Emily Barton ’87
“Revise, revise, revise.”
“Young writers need encouragement to express their ideas and validation that their thoughts are worthwhile. At the same time, many shy away from get-your-hands-dirty revision. But under the guidance of Kent Place’s gifted English teachers, we learned to write and revise. Every essay went through two or three drafts. We chose more persuasive passages to quote; refined our interpretations; used stronger words. Each draft grew incrementally more supple and assured.
“Faculty supported creative endeavors with mindful critique. Dr. Cole read a draft of a novella I wrote — and returned it with pages of notes. Mr. Pridham, our beloved drama teacher, agreed to produce a play I wrote, but first interrogated everything from individual lines to the play’s dramatic arc.

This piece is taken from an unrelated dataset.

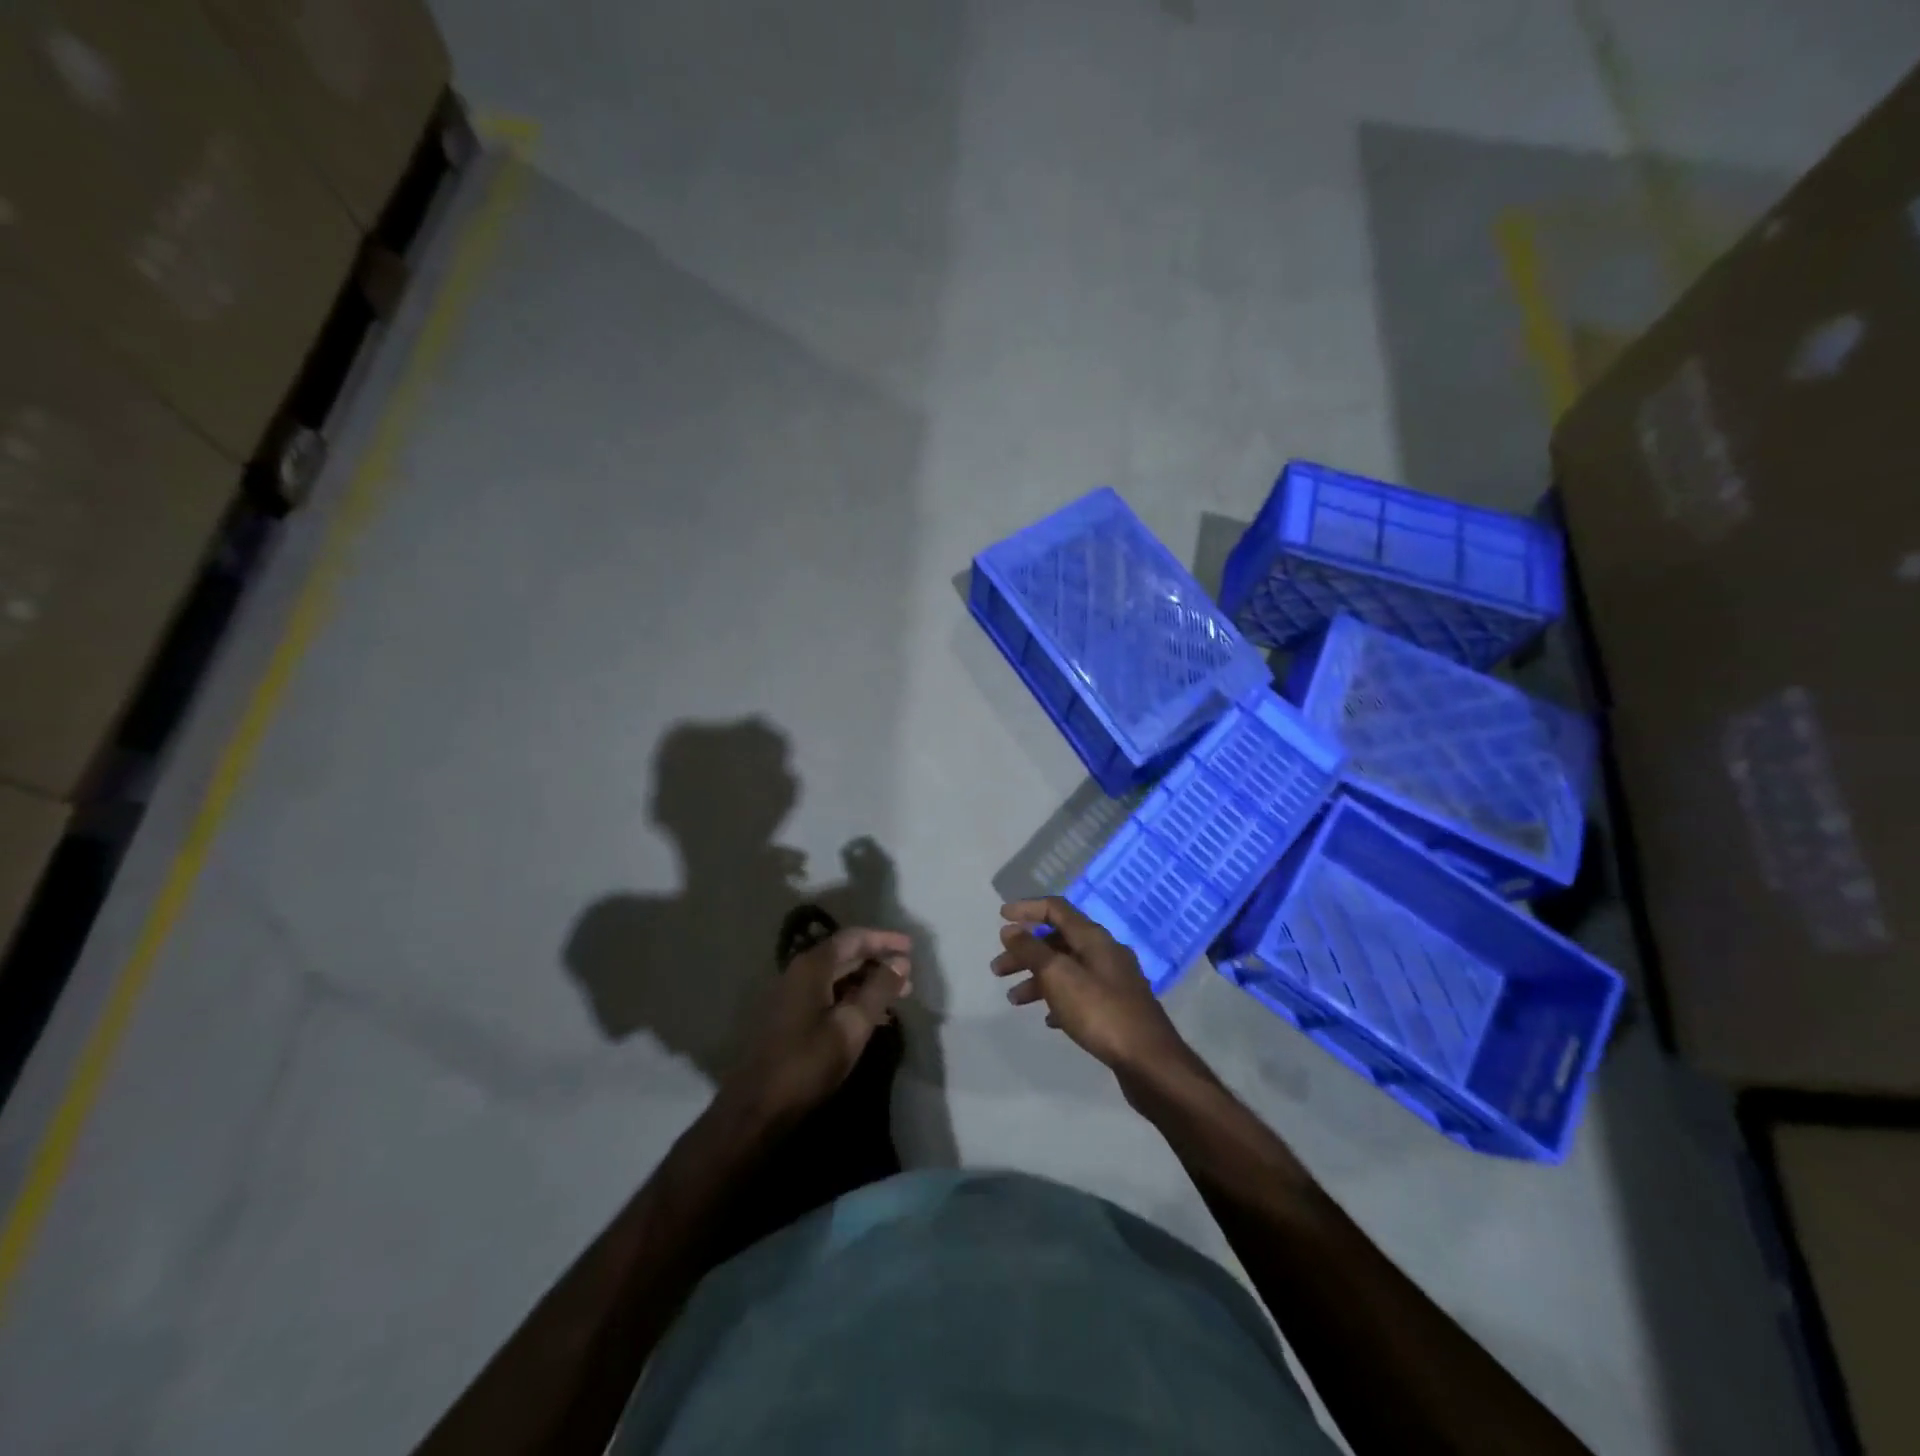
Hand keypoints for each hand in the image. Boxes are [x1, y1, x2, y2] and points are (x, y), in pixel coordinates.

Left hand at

“Kent Place’s teaching serves me well as a writer. When The New York Times Book Review asks me to write 600 words about a book, I can’t come back to them saying, “Oh hey, I couldn’t fit my ideas into 600 words, so I wrote a thousand.” The first draft always runs long, and then, line by line and draft by draft, I jettison and condense.
“These skills also have broader applicability. Scientists and businesspeople know that while their first thoughts may be their best thoughts, expressing an idea perfectly can take many drafts. And as all of us grow as people and in our careers, we need to be able to revise our original plans. Maybe the first major we picked in college wasn’t right; maybe, after years in a given field, we want to change course. Kent Place women learn the critical skills, self-confidence, and flexibility we need to make confident, agile revisions.”